→ Problem to work on: Give again, word for word, the lines below that run from the line with "pinky dip: (189, 168)" through the line with "pinky pip: (1263, 953)". Drop the pictures.

→ Data extracts:
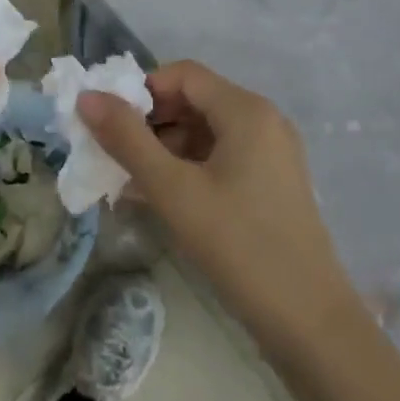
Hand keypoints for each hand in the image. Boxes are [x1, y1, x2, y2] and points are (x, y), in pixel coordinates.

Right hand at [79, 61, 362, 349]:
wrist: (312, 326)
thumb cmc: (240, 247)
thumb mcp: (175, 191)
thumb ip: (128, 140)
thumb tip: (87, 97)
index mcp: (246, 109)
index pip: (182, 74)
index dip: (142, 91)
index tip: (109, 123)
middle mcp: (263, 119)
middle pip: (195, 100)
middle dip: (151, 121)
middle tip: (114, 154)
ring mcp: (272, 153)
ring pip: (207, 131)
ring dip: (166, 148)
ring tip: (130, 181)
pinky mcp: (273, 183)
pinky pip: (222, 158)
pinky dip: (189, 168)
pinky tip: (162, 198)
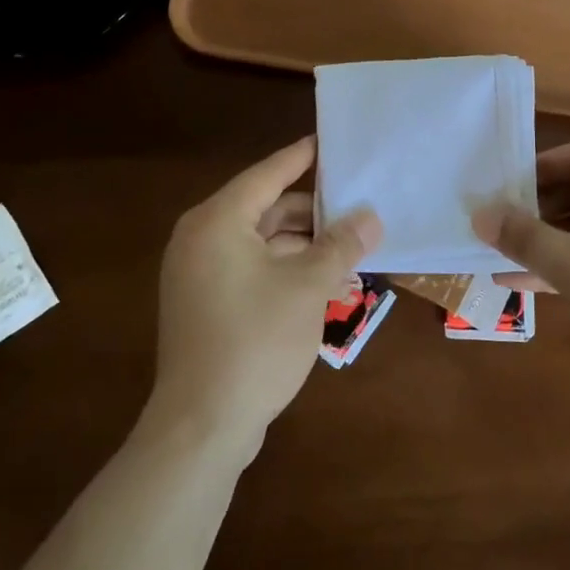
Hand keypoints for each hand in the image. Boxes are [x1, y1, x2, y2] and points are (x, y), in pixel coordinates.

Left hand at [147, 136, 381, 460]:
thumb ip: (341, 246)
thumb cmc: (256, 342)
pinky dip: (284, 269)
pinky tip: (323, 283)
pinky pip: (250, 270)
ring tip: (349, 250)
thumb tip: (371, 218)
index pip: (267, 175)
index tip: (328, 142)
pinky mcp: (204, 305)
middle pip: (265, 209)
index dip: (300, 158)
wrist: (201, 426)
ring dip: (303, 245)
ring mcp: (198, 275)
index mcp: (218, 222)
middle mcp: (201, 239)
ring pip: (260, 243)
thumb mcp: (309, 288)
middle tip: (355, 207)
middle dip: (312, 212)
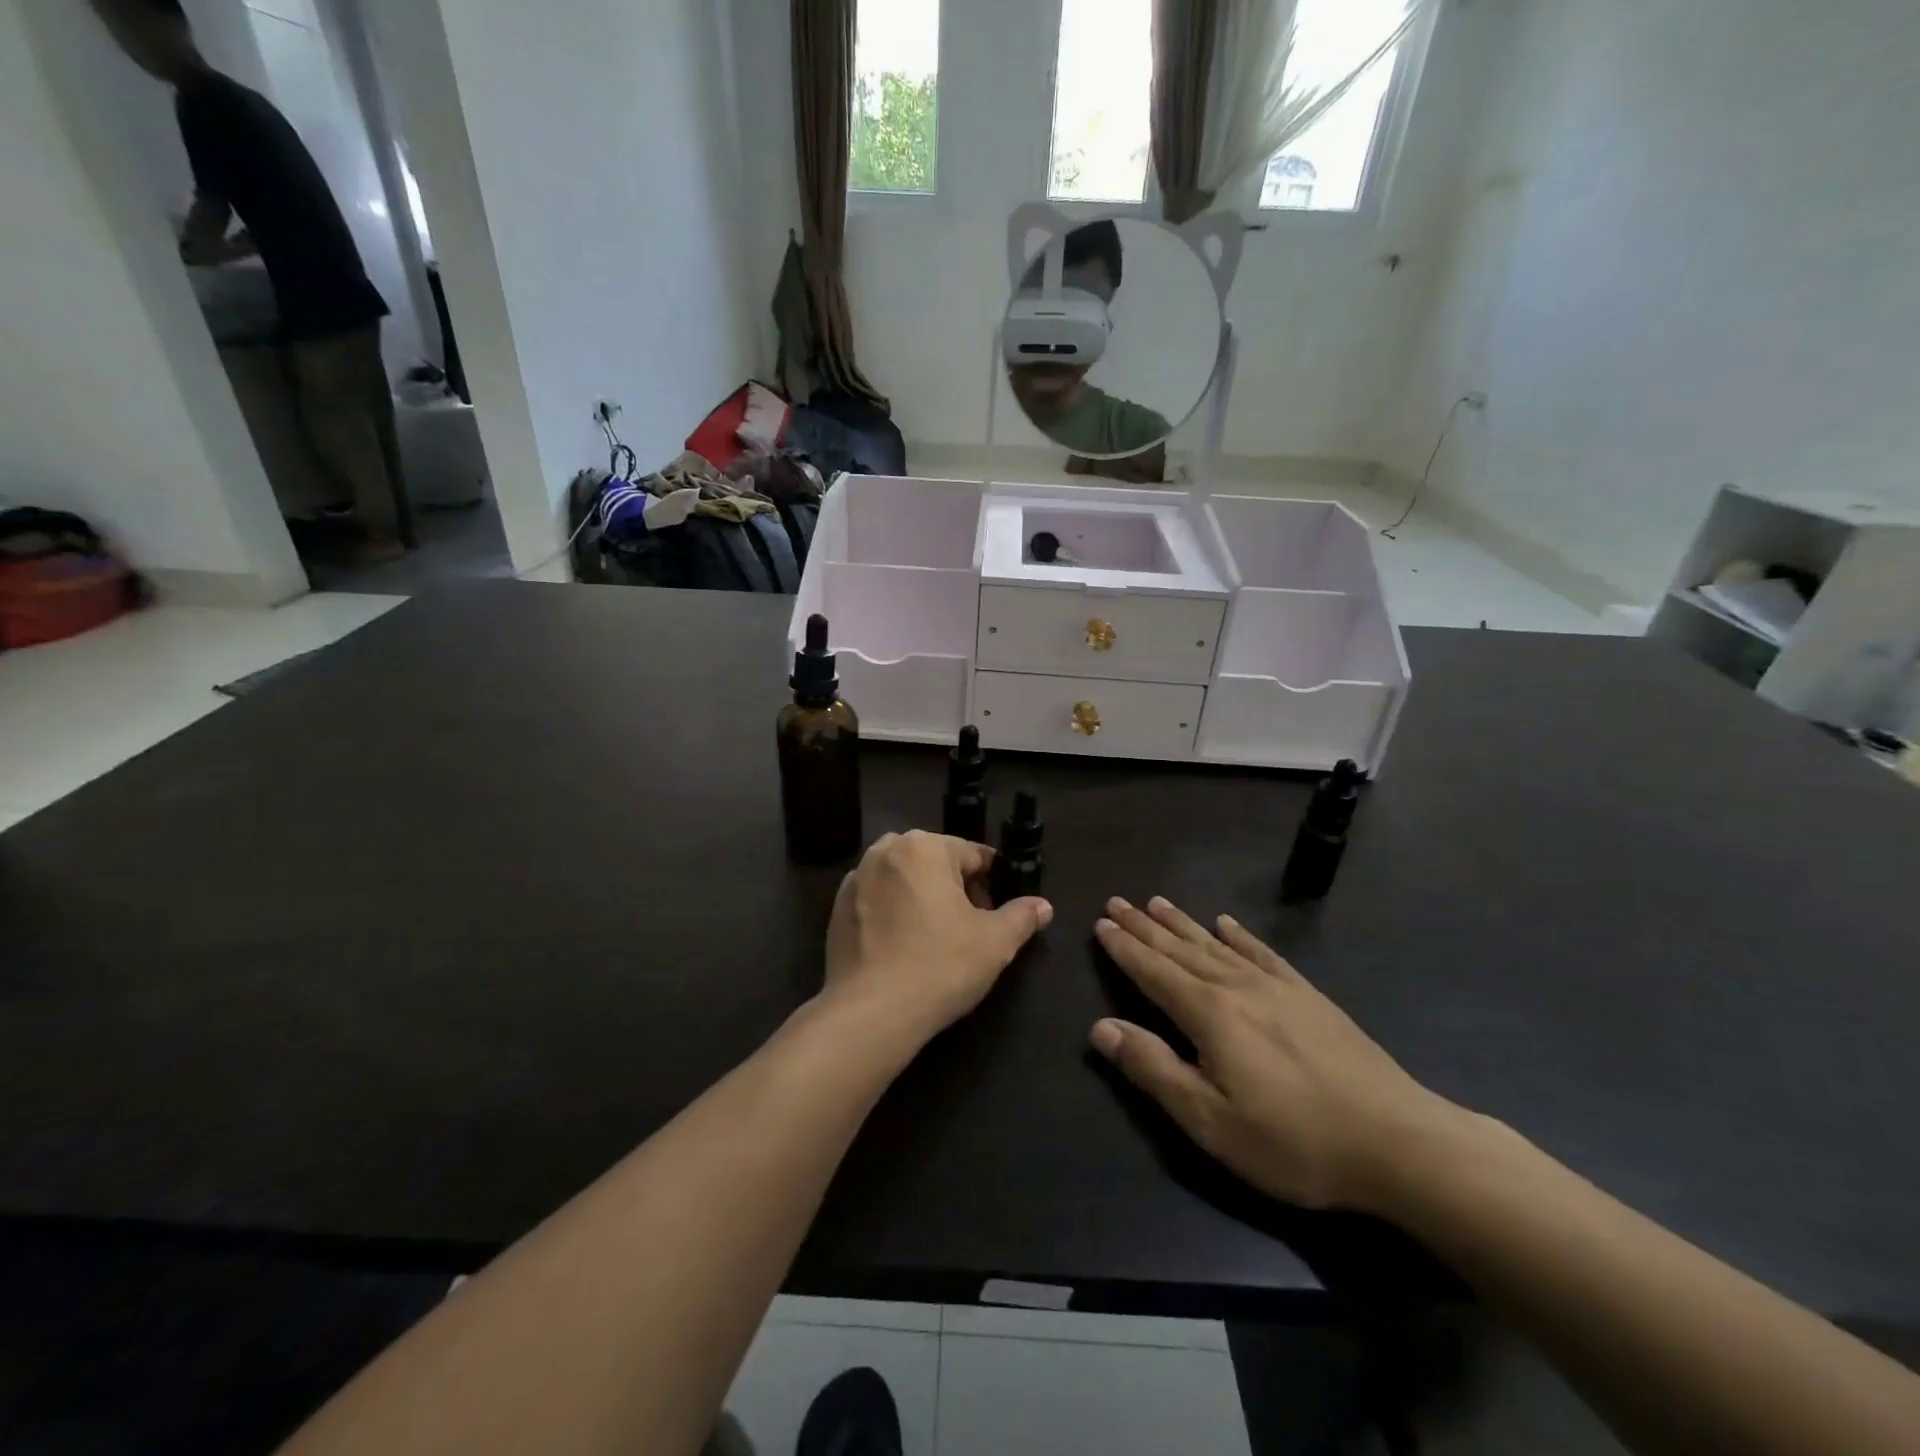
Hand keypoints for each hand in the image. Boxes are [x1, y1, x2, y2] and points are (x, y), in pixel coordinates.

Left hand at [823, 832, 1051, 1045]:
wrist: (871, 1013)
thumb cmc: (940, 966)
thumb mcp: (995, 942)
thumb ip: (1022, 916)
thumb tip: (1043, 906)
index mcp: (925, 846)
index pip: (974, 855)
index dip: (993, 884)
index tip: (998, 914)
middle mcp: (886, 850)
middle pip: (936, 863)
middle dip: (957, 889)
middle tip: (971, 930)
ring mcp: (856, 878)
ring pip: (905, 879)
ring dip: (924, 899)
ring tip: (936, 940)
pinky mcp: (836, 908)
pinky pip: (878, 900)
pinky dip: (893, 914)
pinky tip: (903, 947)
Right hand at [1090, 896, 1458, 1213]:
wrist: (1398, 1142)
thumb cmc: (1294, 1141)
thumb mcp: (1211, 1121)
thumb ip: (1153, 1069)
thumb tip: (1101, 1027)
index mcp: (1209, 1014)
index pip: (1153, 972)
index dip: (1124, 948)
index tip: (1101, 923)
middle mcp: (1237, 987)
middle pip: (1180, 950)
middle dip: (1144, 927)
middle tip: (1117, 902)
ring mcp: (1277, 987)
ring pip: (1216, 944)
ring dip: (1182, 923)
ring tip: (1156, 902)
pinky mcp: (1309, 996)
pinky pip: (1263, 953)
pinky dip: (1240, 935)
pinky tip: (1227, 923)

→ Output for this exercise:
pinky dip: (189, 168)
pinky tip: (162, 198)
Hand keypoints for each hand in the image. Boxes are [x1, y1, x2, y2] and points are (x, y), in pixel coordinates.

Left hand at [147, 136, 381, 460]:
thumb ip: (341, 246)
thumb cmc: (256, 342)
pinky dip: (284, 269)
pinky tip: (323, 283)
pinky pip: (250, 270)
ring tip: (349, 250)
thumb tip: (371, 218)
index pip: (267, 175)
index tip: (328, 142)
pinky mcp: (204, 305)
middle pip: (265, 209)
index dip: (300, 158)
wrist: (201, 426)
ring dip: (303, 245)
ring mcp: (198, 275)
index mcp: (218, 222)
middle mcp: (201, 239)
ring pip: (260, 243)
thumb mcp: (309, 288)
middle tip: (355, 207)
middle dip: (312, 212)
Hand keypoints for each hand in the image. Boxes are [x1, y1, x2, y2] and points are (x, y), in pixel coordinates.

Left hand at [823, 832, 1051, 1045]:
wrist: (871, 1013)
thumb cmc: (940, 966)
thumb mcp: (995, 942)
thumb ip: (1022, 916)
thumb tip: (1043, 906)
index mcp: (925, 846)
index pip: (974, 855)
index dip: (993, 884)
index tip: (998, 914)
middle mcp: (886, 850)
middle pip: (936, 863)
middle dip: (957, 889)
middle tip: (971, 930)
ring mcp: (856, 878)
ring pip: (905, 879)
ring dip: (924, 899)
ring tip: (936, 940)
pinky mcp: (836, 908)
pinky pip: (878, 900)
pinky dip: (893, 914)
pinky tip: (903, 947)
Right hand at [1090, 896, 1458, 1213]:
wrist: (1398, 1142)
thumb cmc: (1294, 1141)
thumb mcp: (1211, 1121)
thumb ip: (1153, 1069)
thumb tip: (1101, 1027)
index mcp: (1209, 1014)
index pip: (1153, 972)
index dip: (1124, 948)
index tip: (1101, 923)
middle mcp: (1237, 987)
middle pip: (1180, 950)
middle dip: (1144, 927)
middle tip: (1117, 902)
ring mcp: (1277, 987)
ring pip: (1216, 944)
ring dip: (1182, 923)
ring tip: (1156, 902)
pinky mcp: (1309, 996)
pinky pip: (1263, 953)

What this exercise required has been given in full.